I think the next part of her monologue with Big Brother teaches us something about feminism too. She says, and I quote;

"I'm here to do this for everyone that is a bit different and overweight who thinks they haven't got anyone - and feels alone I will do it for you I will win this."

This message is not without schmaltz.

But more positively we can see emerging here a role model for those who do feel different and who don't feel they quite measure up to the rigidity of the beauty standards laid down in the mass media. Higher standards of perfection are expected from women, and it is a certain type of identikit perfection. When I walk down the street, the majority of women look similar to me. They dress in similar ways, and in similar outfits. Often in my view, some harsh criticism of women comes from women themselves, misogyny notwithstanding.

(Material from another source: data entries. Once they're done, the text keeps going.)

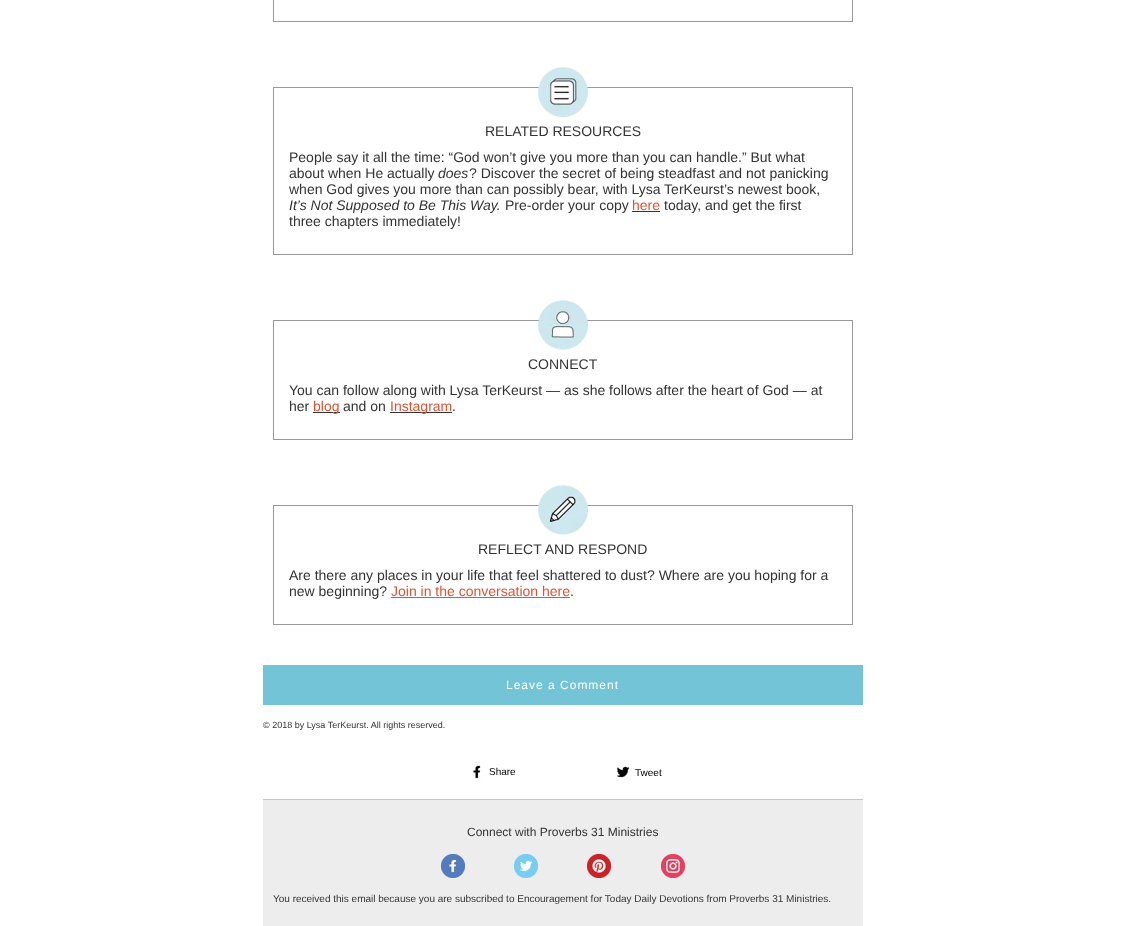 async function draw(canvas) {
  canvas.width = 1126;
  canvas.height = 926;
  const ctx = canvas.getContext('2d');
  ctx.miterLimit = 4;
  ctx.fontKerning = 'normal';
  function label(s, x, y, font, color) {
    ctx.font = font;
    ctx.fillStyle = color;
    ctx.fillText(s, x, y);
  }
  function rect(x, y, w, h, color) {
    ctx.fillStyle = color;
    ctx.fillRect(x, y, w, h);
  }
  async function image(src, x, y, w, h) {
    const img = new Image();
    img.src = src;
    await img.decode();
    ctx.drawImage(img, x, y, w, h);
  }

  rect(0, 0, 1126, 926, '#fff');
  ctx.strokeStyle = '#999';
  ctx.strokeRect(273.5, -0.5, 579, 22);
  ctx.strokeRect(273.5, 87.5, 579, 167);
  await image('assets/img1.png', 538, 67, 50, 50);
  label('RELATED RESOURCES', 485, 136, '14px Liberation Sans', '#333');
  label('People say it all the time: “God won’t give you more than you can handle.” But what', 289, 162, '14px Liberation Sans', '#333');
  label('about when He actually', 289, 178, '14px Liberation Sans', '#333');
  label('does', 438, 178, 'italic 14px Liberation Sans', '#333');
  label('? Discover the secret of being steadfast and not panicking', 469, 178, '14px Liberation Sans', '#333');
  label('when God gives you more than can possibly bear, with Lysa TerKeurst’s newest book,', 289, 194, '14px Liberation Sans', '#333');
  label('It’s Not Supposed to Be This Way.', 289, 210, 'italic 14px Liberation Sans', '#333');
  label('Pre-order your copy', 505, 210, '14px Liberation Sans', '#333');
  label('here', 632, 210, '14px Liberation Sans', '#de5433');
  rect(632, 211, 28, 1, '#333');
  label('today, and get the first', 664, 210, '14px Liberation Sans', '#333');
  label('three chapters immediately!', 289, 226, '14px Liberation Sans', '#333');
  ctx.strokeRect(273.5, 320.5, 579, 119);
  await image('assets/img2.png', 538, 300, 50, 50);
  label('CONNECT', 528, 369, '14px Liberation Sans', '#333');
  label('You can follow along with Lysa TerKeurst — as she follows after the heart of God — at', 289, 395, '14px Liberation Sans', '#333');
  label('her', 289, 411, '14px Liberation Sans', '#333');
  rect(313, 412, 27, 1, '#333');
  label('blog', 313, 411, '14px Liberation Sans', '#de5433');
  label('and on', 343, 411, '14px Liberation Sans', '#333');
  rect(390, 412, 62, 1, '#333');
  label('Instagram', 390, 411, '14px Liberation Sans', '#de5433');
  label('.', 452, 411, '14px Liberation Sans', '#333');
  ctx.strokeRect(273.5, 505.5, 579, 119);
  await image('assets/img3.png', 538, 485, 50, 50);
  label('REFLECT AND RESPOND', 478, 554, '14px Liberation Sans', '#333');
  label('Are there any places in your life that feel shattered to dust? Where are you hoping for a', 289, 580, '14px Liberation Sans', '#333');
  label('new beginning?', 289, 596, '14px Liberation Sans', '#333');
  label('Join in the conversation here', 391, 596, '14px Liberation Sans', '#de5433');
  rect(391, 597, 179, 1, '#de5433');
  label('.', 570, 596, '14px Liberation Sans', '#333');
  rect(263, 665, 600, 40, '#73c4d6');
  ctx.letterSpacing = '1px';
  label('Leave a Comment', 506, 689, '12px Liberation Sans', '#fff');
  ctx.letterSpacing = '0px';
  label('© 2018 by Lysa TerKeurst. All rights reserved.', 263, 728, '9px Liberation Sans', '#333');
  await image('assets/img4.png', 473, 765, 8, 15);
  label('Share', 489, 775, '10px Liberation Sans', '#000');
  await image('assets/img5.png', 616, 764, 15, 16);
  label('Tweet', 635, 776, '10px Liberation Sans', '#000');
  rect(263, 800, 600, 126, '#ededed');
  rect(263, 799, 600, 1, '#c6c6c6');
  label('Connect with Proverbs 31 Ministries', 467, 836, '12px Liberation Sans', '#333');
  await image('assets/img6.png', 441, 854, 24, 24);
  await image('assets/img7.png', 514, 854, 24, 24);
  await image('assets/img8.png', 587, 854, 24, 24);
  await image('assets/img9.png', 661, 854, 24, 24);
  label('You received this email because you are subscribed to Encouragement for Today Daily Devotions from Proverbs 31 Ministries.', 273, 902, '10px Liberation Sans', '#333');
}

draw(document.querySelector('canvas'));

For those who fall outside of that paradigms, as a Shamanic fisherwoman definitely does facing off against the ruthless public that are the Big Brother audience can seem an altogether more gargantuan task. Wolfy did break down after learning she had been nominated in the categories of least hygienic and most unattractive housemate who wouldn't?

She may not be getting the straight male vote either as she is not eligible for them to be attracted to.

But what I saw later was a woman fighting back against the public, but in a way also as an ambassador to the public who feel the same way as Wolfy does.

Undoubtedly they do exist. If she has that image in mind of doing it for those who are different, overweight single and lonely this will resonate with a lot of the voting public who will hopefully pick up the telephone and vote to keep her in.

What is beauty anyway? Beauty is in the eye of the beholder. I have seen lots of people like Wolfy on the gay scene. Those who are different. They get my respect because they have courage to be themselves, regardless of what anyone thinks. They are their own beautiful. Difference is uber cool really.

As to Wolfy's hygiene I have not even bothered to address that here. Whoever voted in that category has a very puerile mind. If somebody has invented smellovision though, can they let me know? I'll switch it on when there is an advert for apple pie on.

Just because Wolfy is a nonconformist woman it doesn't mean she's any less beautiful, any less hygienic or any less of a woman. Men would not I believe be judged so harshly. I look forward to seeing the rest of her journey progress.

To clarify I am no longer a Big Brother refusenik. Secrets and lies have got me interested. What does that say about the human condition? I think that's for another article.